= Marie Prestat =

French organist and composer

Marie Joséphine Claire Prestat (1862–1933) was a French organist, pianist, composer and teacher. She was a native of Paris where she spent her entire life. She is known principally as a composer of organ and piano music, vocal works, and pedagogical texts.

==Training==
Marie Prestat began advanced musical studies at a young age at the Conservatoire de Paris. In 1876 - at the age of 14 - she was awarded the Conservatoire's highest diploma (Premier Prix) in Solfège.

Among her teachers at the Conservatoire were:
- for harmony: Charles Lenepveu, gaining Premier Prix in 1885.
- for accompaniment: Auguste Bazille, gaining Premier Prix in 1886.
- for composition: Ernest Guiraud, gaining Premier Prix for fugue and counterpoint in 1889, the first female Conservatoire student to do so.
- for organ: César Franck, gaining Premier Prix in 1890.
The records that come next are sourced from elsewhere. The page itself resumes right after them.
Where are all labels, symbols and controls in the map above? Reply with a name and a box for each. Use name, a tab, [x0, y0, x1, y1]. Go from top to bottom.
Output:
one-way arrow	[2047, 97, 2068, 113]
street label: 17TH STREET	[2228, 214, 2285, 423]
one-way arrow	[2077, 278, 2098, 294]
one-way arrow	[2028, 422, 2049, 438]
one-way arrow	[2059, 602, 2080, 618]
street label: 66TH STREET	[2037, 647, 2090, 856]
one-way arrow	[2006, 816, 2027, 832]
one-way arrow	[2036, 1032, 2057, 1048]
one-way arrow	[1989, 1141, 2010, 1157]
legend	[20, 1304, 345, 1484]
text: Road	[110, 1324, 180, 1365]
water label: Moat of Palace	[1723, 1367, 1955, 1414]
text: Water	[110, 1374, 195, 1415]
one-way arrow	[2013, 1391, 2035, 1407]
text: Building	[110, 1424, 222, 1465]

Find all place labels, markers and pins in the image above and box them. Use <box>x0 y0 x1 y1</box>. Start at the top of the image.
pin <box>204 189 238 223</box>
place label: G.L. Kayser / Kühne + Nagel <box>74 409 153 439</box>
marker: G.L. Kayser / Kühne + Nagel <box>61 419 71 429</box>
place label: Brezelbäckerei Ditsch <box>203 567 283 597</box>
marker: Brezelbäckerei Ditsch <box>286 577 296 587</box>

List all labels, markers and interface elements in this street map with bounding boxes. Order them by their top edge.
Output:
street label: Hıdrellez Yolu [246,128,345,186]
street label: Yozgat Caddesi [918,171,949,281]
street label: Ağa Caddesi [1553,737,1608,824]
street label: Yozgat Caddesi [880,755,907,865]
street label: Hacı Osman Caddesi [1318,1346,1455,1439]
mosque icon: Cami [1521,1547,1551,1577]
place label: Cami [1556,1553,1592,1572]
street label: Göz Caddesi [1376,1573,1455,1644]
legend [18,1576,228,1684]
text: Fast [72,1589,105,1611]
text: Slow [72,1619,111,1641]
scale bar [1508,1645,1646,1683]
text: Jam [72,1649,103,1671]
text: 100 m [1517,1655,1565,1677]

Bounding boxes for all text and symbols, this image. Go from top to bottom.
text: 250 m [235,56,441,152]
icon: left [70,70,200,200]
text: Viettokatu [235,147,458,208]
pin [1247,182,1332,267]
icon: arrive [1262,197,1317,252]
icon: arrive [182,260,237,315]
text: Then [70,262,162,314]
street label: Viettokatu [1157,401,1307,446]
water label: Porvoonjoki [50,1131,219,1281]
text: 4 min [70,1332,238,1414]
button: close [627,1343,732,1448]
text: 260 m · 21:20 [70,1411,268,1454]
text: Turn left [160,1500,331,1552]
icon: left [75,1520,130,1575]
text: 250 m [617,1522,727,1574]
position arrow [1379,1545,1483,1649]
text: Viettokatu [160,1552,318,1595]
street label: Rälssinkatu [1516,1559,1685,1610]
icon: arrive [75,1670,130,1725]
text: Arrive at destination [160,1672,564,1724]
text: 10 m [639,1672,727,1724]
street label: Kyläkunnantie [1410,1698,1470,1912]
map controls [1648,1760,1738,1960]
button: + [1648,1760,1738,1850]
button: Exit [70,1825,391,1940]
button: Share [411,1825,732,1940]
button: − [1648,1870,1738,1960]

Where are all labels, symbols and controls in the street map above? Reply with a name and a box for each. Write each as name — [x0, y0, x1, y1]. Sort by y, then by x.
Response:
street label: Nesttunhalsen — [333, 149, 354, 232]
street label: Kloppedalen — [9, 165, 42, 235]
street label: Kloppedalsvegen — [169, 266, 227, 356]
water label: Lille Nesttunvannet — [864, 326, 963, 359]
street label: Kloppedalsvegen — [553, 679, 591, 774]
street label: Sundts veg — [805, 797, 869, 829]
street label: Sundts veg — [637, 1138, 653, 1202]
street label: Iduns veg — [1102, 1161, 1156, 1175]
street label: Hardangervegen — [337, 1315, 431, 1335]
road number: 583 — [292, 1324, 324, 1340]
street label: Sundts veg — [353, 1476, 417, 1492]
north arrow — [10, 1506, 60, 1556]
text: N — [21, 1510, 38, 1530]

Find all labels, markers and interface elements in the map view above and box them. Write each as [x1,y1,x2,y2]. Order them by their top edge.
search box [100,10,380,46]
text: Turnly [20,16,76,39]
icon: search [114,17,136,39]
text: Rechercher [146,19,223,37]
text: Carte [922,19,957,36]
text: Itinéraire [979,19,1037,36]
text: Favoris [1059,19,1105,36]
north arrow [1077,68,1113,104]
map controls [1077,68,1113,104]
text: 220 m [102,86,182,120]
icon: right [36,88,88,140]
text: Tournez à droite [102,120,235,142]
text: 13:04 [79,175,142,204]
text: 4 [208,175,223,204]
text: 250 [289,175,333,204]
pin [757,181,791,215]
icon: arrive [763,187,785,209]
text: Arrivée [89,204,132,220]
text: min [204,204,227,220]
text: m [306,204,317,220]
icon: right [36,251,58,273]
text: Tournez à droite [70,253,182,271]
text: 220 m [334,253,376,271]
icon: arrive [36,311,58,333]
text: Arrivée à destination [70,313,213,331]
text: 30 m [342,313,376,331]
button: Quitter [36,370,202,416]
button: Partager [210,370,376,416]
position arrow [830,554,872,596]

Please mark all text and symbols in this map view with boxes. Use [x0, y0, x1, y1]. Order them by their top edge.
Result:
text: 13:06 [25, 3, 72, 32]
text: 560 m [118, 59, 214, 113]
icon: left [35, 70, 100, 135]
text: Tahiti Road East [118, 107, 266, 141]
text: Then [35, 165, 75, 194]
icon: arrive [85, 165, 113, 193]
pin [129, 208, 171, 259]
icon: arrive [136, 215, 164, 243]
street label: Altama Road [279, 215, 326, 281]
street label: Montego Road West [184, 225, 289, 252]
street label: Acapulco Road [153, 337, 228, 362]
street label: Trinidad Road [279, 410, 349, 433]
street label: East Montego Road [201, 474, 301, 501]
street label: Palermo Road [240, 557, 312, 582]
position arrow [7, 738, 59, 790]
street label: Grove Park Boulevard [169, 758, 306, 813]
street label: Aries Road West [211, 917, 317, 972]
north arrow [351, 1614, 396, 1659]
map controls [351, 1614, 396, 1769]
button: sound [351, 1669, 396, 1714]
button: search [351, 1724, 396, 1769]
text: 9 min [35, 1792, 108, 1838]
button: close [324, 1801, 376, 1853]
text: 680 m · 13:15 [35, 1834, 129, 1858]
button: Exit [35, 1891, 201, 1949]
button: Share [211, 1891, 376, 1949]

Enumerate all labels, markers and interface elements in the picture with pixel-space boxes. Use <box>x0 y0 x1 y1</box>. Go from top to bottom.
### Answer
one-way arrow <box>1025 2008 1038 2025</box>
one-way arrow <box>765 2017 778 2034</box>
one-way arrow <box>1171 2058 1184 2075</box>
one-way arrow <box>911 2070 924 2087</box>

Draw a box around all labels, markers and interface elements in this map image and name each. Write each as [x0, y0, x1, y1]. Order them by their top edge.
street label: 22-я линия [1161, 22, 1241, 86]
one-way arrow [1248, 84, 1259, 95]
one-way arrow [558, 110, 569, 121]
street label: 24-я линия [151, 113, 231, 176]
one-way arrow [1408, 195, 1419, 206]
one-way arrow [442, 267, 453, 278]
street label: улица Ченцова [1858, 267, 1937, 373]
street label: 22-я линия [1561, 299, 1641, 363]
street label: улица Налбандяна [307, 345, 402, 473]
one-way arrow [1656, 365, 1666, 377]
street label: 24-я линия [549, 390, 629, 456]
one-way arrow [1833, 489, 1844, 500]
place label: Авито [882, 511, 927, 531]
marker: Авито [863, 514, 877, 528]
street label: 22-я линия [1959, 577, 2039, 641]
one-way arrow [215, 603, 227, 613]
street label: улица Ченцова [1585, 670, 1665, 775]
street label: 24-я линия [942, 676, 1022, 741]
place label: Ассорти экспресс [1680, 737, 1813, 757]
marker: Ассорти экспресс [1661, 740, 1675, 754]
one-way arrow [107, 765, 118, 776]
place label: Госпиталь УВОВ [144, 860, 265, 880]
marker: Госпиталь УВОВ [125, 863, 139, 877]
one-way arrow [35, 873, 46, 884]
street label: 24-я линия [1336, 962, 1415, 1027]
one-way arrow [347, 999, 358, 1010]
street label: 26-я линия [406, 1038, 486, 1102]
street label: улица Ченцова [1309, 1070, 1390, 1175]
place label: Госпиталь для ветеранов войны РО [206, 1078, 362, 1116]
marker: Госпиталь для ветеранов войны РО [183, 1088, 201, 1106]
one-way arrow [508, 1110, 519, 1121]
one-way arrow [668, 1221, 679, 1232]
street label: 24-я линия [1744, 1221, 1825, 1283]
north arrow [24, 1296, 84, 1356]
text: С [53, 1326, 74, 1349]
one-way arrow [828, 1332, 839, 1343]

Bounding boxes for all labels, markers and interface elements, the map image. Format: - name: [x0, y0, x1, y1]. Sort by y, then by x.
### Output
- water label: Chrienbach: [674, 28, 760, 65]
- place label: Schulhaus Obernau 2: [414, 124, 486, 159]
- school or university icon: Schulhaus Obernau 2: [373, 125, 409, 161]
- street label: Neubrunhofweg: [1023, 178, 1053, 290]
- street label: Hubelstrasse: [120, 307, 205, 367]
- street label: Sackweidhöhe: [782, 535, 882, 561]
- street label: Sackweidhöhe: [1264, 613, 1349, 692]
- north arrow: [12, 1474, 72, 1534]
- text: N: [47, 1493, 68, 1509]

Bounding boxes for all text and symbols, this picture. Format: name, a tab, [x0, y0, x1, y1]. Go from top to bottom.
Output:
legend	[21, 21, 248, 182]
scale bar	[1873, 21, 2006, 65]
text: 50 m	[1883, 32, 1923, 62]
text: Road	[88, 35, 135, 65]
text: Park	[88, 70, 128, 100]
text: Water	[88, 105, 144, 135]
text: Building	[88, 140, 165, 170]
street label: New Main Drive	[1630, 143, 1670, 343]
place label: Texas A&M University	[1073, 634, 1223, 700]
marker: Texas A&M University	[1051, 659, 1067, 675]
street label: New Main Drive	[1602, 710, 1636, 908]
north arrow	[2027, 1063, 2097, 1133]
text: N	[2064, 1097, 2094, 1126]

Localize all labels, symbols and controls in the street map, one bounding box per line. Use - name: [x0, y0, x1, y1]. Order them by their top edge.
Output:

Marie Prestat was the first female Conservatoire student to gain five Premier Prix.

==Later years==
===Teacher===
Prestat's work as a teacher was recognised in 1895 by the French State awarding her the Ordre des Palmes Académiques. From that time onwards her teaching career was spent largely at the Schola Cantorum in Paris where she taught the organ (1895–7) and piano (1901–22).

===Organist===
By 1912 Prestat was organist of the Association des Concerts Spirituels at the Sorbonne.